Jordan is one of the safest countries to visit in the Middle East and to my mind one of the most stunning. And forget that it is in the Middle East – Jordan offers some absolutely extraordinary world-class things to do and see.
From Petra to Wadi Rum to floating in the dead sea Jordan earns a place on everyone’s bucket list and is a destination you will never forget.
Whilst there are lots of organised tour options for Jordan (some are listed below) Jordan is also an easy country to navigate as an independent traveller.
My Jordan Itinerary will cover an 8-day visit to Jordan in detail and then I will recommend some alterations which could be made to extend or shorten your time in this stunning country.
Jordan Itinerary – Getting There and Getting Around
Table of Contents
- 1 Jordan Itinerary – Getting There and Getting Around
- 2 Organised Tours of Jordan
- 3 Jordan Itinerary by Day
- 4 Days 1 and 2: Aqaba
- 5 Jordan Itinerary Days 3 and 4: Wadi Rum
- 6 Luxurious Places to Sleep in Wadi Rum
- 7 Where to Stay in Petra
- 8 Day 7: The Dead Sea
- 9 How to get to the Dead Sea
- 10 Things to do at the Dead Sea Jordan
- 11 Where to stay at the Dead Sea
- 12 Day 8: Amman
- 13 Itinerary Variations
- 14 When to visit Jordan
- 15 Things to know before you go to Jordan
- 16 Money
- 17 Solo Tour Options
- 18 Who Paid for What in this Jordan Itinerary Post
The main point of entry into Jordan is its capital city of Amman.
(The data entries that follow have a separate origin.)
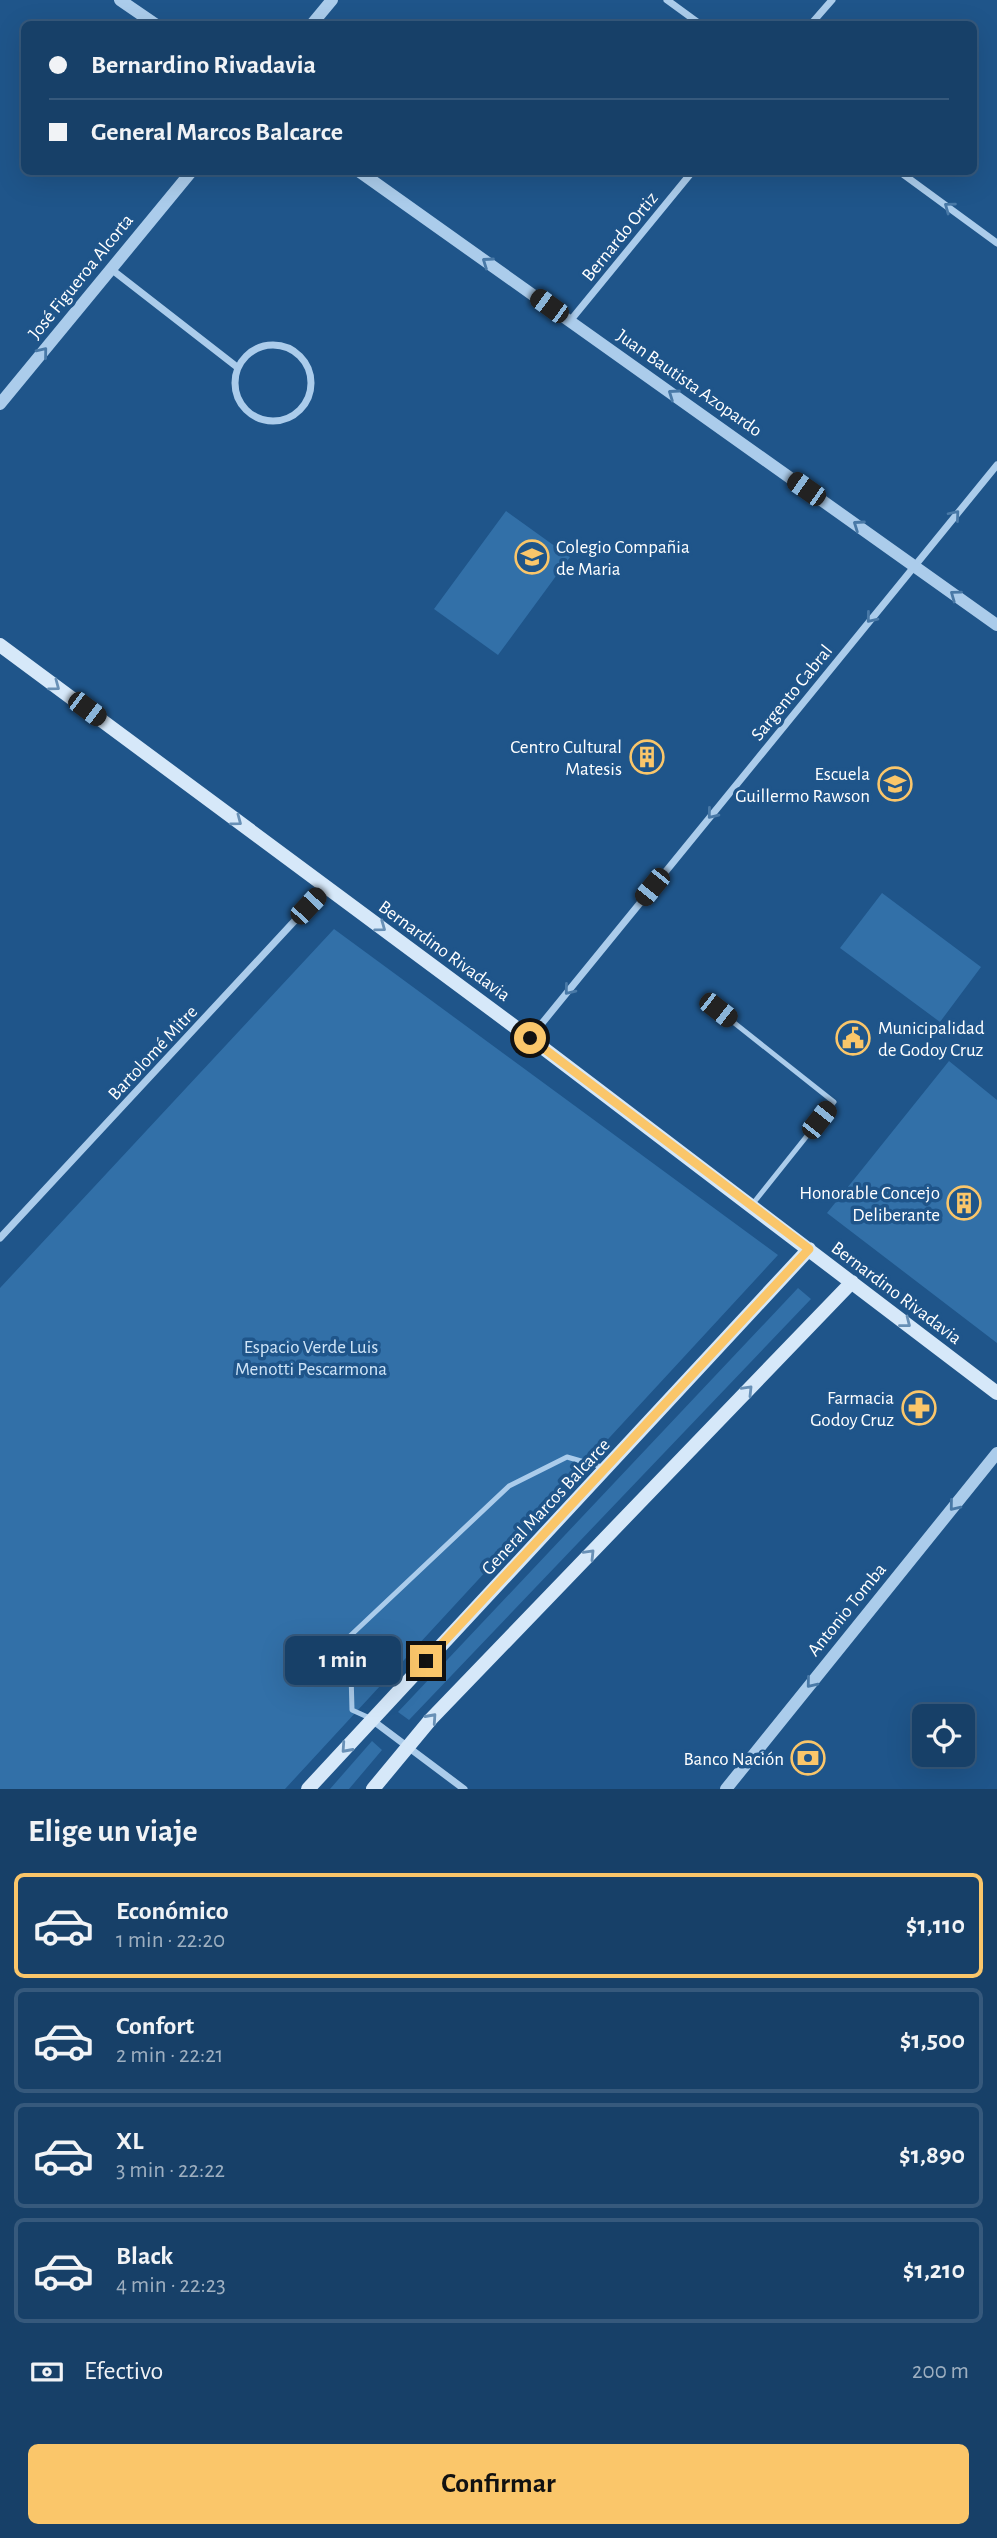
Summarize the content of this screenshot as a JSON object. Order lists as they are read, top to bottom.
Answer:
{
  "streets": {
    "main road": ["Bernardino Rivadavia", "General Marcos Balcarce"],
    "street": [
      "Bernardo Ortiz",
      "José Figueroa Alcorta",
      "Juan Bautista Azopardo",
      "Sargento Cabral",
      "Bartolomé Mitre",
      "Antonio Tomba"
    ]
  },
  "crossings": [
    ["Bernardo Ortiz", "Juan Bautista Azopardo"],
    ["Juan Bautista Azopardo", "Sargento Cabral"],
    ["Sargento Cabral", "Bernardino Rivadavia"],
    ["Bernardino Rivadavia", "Bartolomé Mitre"],
    ["Bernardino Rivadavia", "General Marcos Balcarce"]
  ],
  "one_way": [
    "José Figueroa Alcorta",
    "Juan Bautista Azopardo",
    "Bernardino Rivadavia",
    "Antonio Tomba"
  ],
  "parks": ["Espacio Verde Luis Menotti Pescarmona"],
  "places": {
    "school or university": ["Colegio Compañia de Maria", "Escuela Guillermo Rawson"],
    "building": ["Centro Cultural Matesis", "Honorable Concejo Deliberante"],
    "public building": ["Municipalidad de Godoy Cruz"],
    "pharmacy": ["Farmacia Godoy Cruz"],
    "bank": ["Banco Nación"]
  },
  "page": {
    "banner": ["Bernardino Rivadavia", "General Marcos Balcarce"],
    "bubble": "1 min",
    "heading": "Elige un viaje",
    "list": [
      {
        "name": "Económico",
        "note": "1 min · 22:20",
        "value": "$1,110"
      },
      {
        "name": "Confort",
        "note": "2 min · 22:21",
        "value": "$1,500"
      },
      {
        "name": "XL",
        "note": "3 min · 22:22",
        "value": "$1,890"
      },
      {
        "name": "Black",
        "note": "4 min · 22:23",
        "value": "$1,210"
      }
    ],
    "pay": ["Efectivo", "200 m"],
    "buttons": "Confirmar"
  }
}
Flights directly to Aqaba were recently introduced.
British Airways and Royal Jordanian have direct flights to Amman for London which takes about 5 hours. Multiple other airlines fly from London to Amman with a stop in their hub city eg Air France, Lufthansa, Turkish Airlines.
Easyjet has direct flights from London Gatwick to Aqaba which takes about 6 hours. Turkish Airlines fly to Aqaba via Istanbul and Royal Jordanian does through Amman.
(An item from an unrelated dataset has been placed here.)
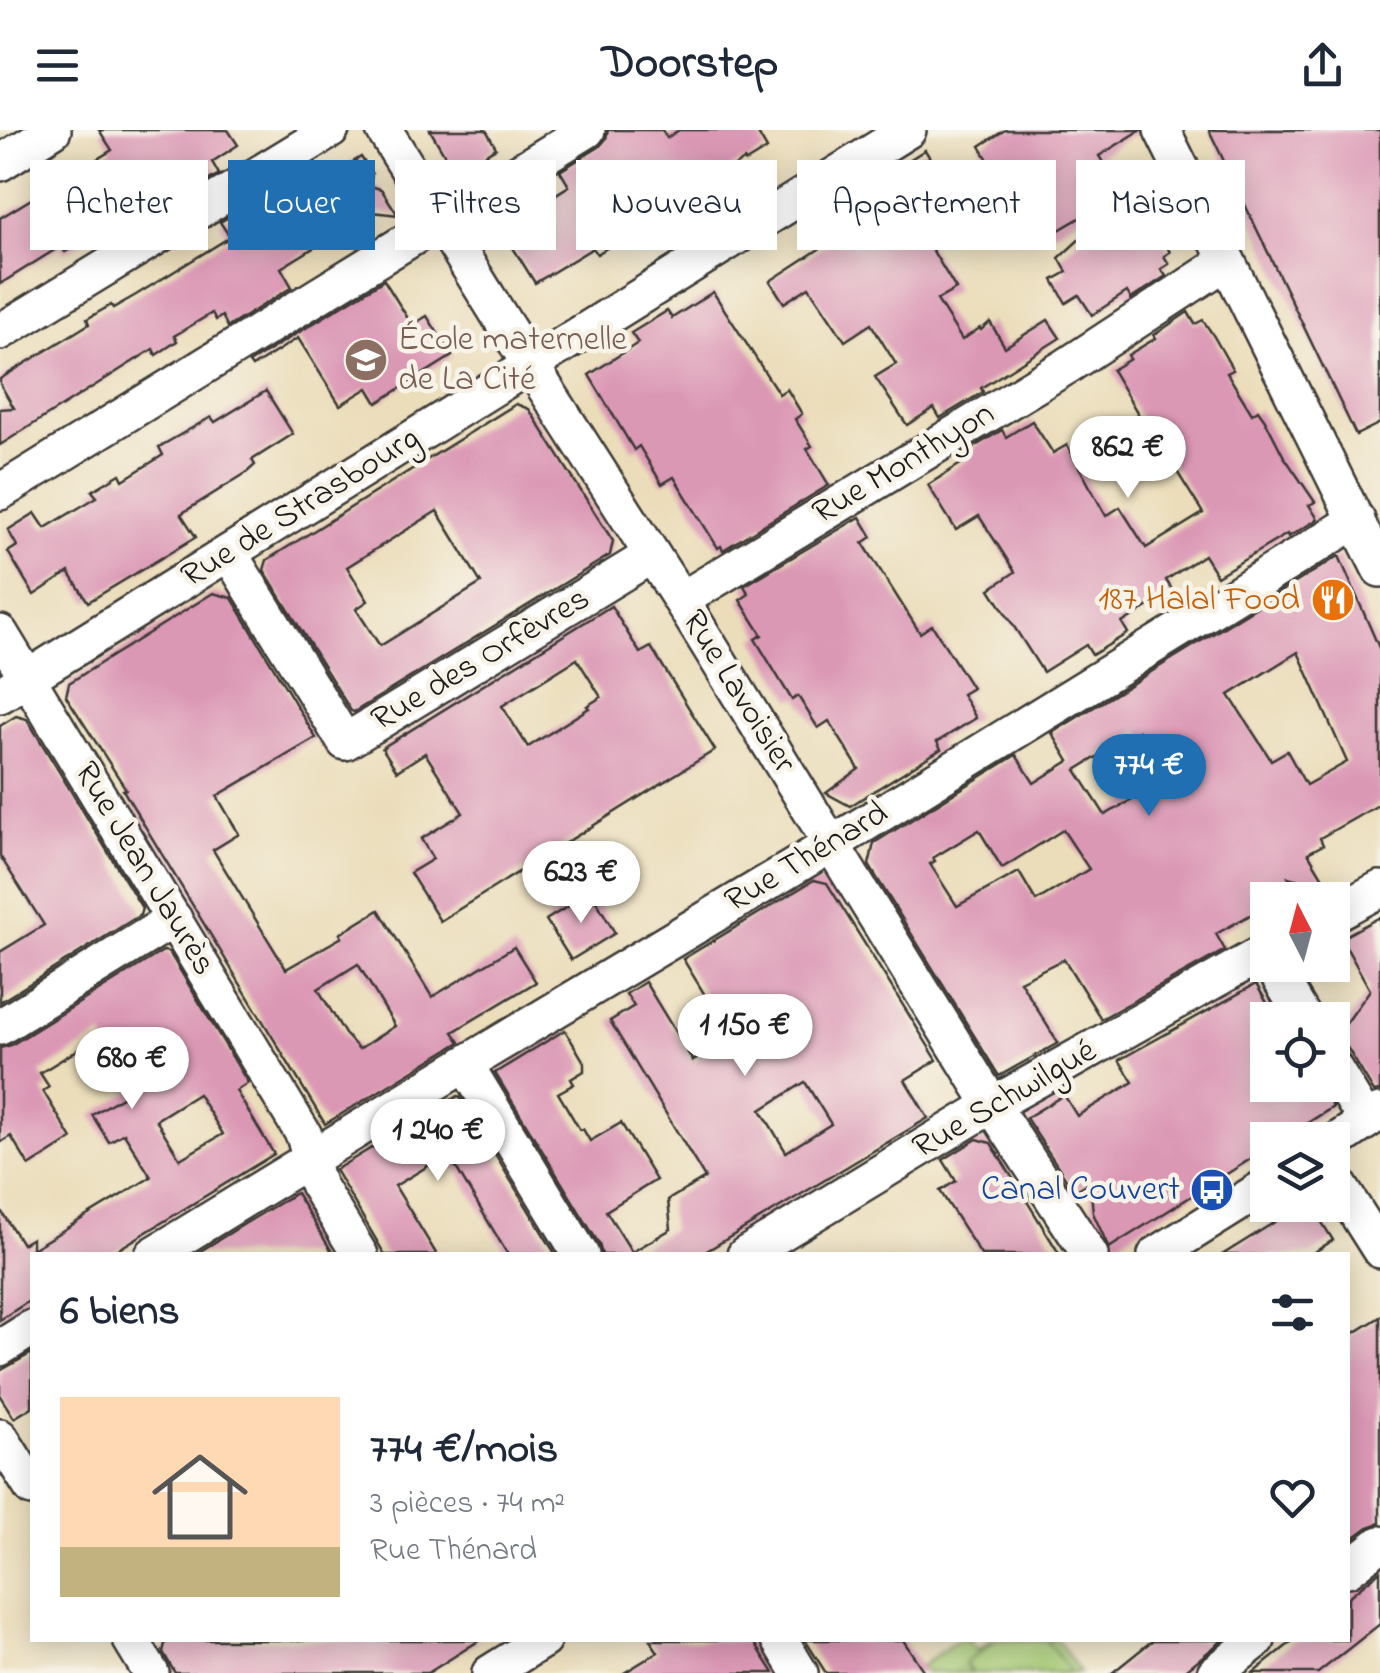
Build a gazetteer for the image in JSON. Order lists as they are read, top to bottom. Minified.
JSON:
{"streets":{"street":["Rue Monthyon","Rue de Strasbourg","Rue des Orfèvres","Rue Lavoisier","Rue Thénard","Rue Jean Jaurès","Rue Schwilgué"]},"crossings":[["Rue Monthyon","Rue Lavoisier"],["Rue de Strasbourg","Rue des Orfèvres"],["Rue de Strasbourg","Rue Lavoisier"],["Rue de Strasbourg","Rue Jean Jaurès"],["Rue des Orfèvres","Rue Lavoisier"],["Rue Lavoisier","Rue Thénard"],["Rue Lavoisier","Rue Schwilgué"],["Rue Thénard","Rue Jean Jaurès"]],"places":{"school or university":["École maternelle de La Cité"],"restaurant":["187 Halal Food"],"bus stop":["Canal Couvert"]},"north":"top","page":{"header":"Doorstep","chip":["Acheter","Louer","Filtres","Nouveau","Appartement","Maison"],"price":["862 €","774 €","623 €","1 150 €","680 €","1 240 €"],"heading":"6 biens","list":[{"name":"774 €/mois","note":"3 pièces · 74 m² · Rue Thénard"}]}}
The best way to get around Jordan is to hire a car. There are some bus options but they are quite limited.
The JETT tourist bus is quite a good air-conditioned option between Amman and Aqaba and between Amman and Petra.
The only internal flights are between Amman and Aqaba. Jordan is quite easy to drive around and very safe. There is no need to hire a 4 wheel drive – but do avoid any areas that are too sandy.
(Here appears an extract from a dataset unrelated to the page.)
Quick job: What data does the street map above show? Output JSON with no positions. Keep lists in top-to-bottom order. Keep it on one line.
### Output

⇒ If you’re going to hire a car in Jordan check out this great post on 5 Things You Need to Know Before Driving in Jordan.
Organised Tours of Jordan
If you’re keen to head to Jordan but would like to go on an organised tour there are quite a few options. Kuoni is a more upmarket tour company and they offer an 8 night trip to Jordan that is very similar to my Itinerary.
Flashpack is more focussed on solo travellers and those in their 30s and 40s and they offer a 6-day tour which is focussed on Petra and Wadi Rum.
Jordan Itinerary by Day
Days 1 and 2: Aqaba
Aqaba sits at the southern tip of Jordan and is a sort of Jordanian beach town. It is situated on the Red Sea which is the home to some rather stunning seas, snorkelling, diving and most fun things to do in Jordan.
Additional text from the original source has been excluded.